(Records for the exercise begins)
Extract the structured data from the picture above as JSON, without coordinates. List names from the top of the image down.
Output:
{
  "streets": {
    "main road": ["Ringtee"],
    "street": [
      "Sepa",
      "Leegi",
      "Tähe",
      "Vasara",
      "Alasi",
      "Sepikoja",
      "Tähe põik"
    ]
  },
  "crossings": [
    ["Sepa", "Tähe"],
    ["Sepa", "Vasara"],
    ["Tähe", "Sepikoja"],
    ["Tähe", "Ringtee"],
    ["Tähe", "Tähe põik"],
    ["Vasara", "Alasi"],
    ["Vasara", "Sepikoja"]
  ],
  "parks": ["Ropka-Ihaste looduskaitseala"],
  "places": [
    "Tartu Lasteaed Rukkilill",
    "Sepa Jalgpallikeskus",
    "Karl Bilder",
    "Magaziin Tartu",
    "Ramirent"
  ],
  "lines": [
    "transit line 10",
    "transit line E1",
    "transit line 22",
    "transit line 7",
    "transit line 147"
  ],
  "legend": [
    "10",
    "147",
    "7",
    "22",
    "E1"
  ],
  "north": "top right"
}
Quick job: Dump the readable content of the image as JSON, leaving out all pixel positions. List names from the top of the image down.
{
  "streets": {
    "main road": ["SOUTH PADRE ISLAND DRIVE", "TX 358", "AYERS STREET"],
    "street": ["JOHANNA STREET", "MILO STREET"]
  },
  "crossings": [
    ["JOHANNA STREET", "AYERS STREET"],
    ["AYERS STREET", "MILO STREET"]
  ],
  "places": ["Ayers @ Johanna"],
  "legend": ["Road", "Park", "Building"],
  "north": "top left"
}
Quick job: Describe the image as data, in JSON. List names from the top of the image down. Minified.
(Records for the exercise ends)
# About this exercise
Each record above has to be retyped exactly, with nothing left out.

# Answer box
Extract the structured data from the picture above as JSON, without coordinates. List names from the top of the image down.
Output:
{
  "streets": {
    "main road": ["Ringtee"],
    "street": [
      "Sepa",
      "Leegi",
      "Tähe",
      "Vasara",
      "Alasi",
      "Sepikoja",
      "Tähe põik"
    ]
  },
  "crossings": [
    ["Sepa", "Tähe"],
    ["Sepa", "Vasara"],
    ["Tähe", "Sepikoja"],
    ["Tähe", "Ringtee"],
    ["Tähe", "Tähe põik"],
    ["Vasara", "Alasi"],
    ["Vasara", "Sepikoja"]
  ],
  "parks": ["Ropka-Ihaste looduskaitseala"],
  "places": [
    "Tartu Lasteaed Rukkilill",
    "Sepa Jalgpallikeskus",
    "Karl Bilder",
    "Magaziin Tartu",
    "Ramirent"
  ],
  "lines": [
    "transit line 10",
    "transit line E1",
    "transit line 22",
    "transit line 7",
    "transit line 147"
  ],
  "legend": [
    "10",
    "147",
    "7",
    "22",
    "E1"
  ],
  "north": "top right"
}
Quick job: Dump the readable content of the image as JSON, leaving out all pixel positions. List names from the top of the image down.
{
  "streets": {
    "main road": ["SOUTH PADRE ISLAND DRIVE", "TX 358", "AYERS STREET"],
    "street": ["JOHANNA STREET", "MILO STREET"]
  },
  "crossings": [
    ["JOHANNA STREET", "AYERS STREET"],
    ["AYERS STREET", "MILO STREET"]
  ],
  "places": ["Ayers @ Johanna"],
  "legend": ["Road", "Park", "Building"],
  "north": "top left"
}
Quick job: Describe the image as data, in JSON. List names from the top of the image down. Minified.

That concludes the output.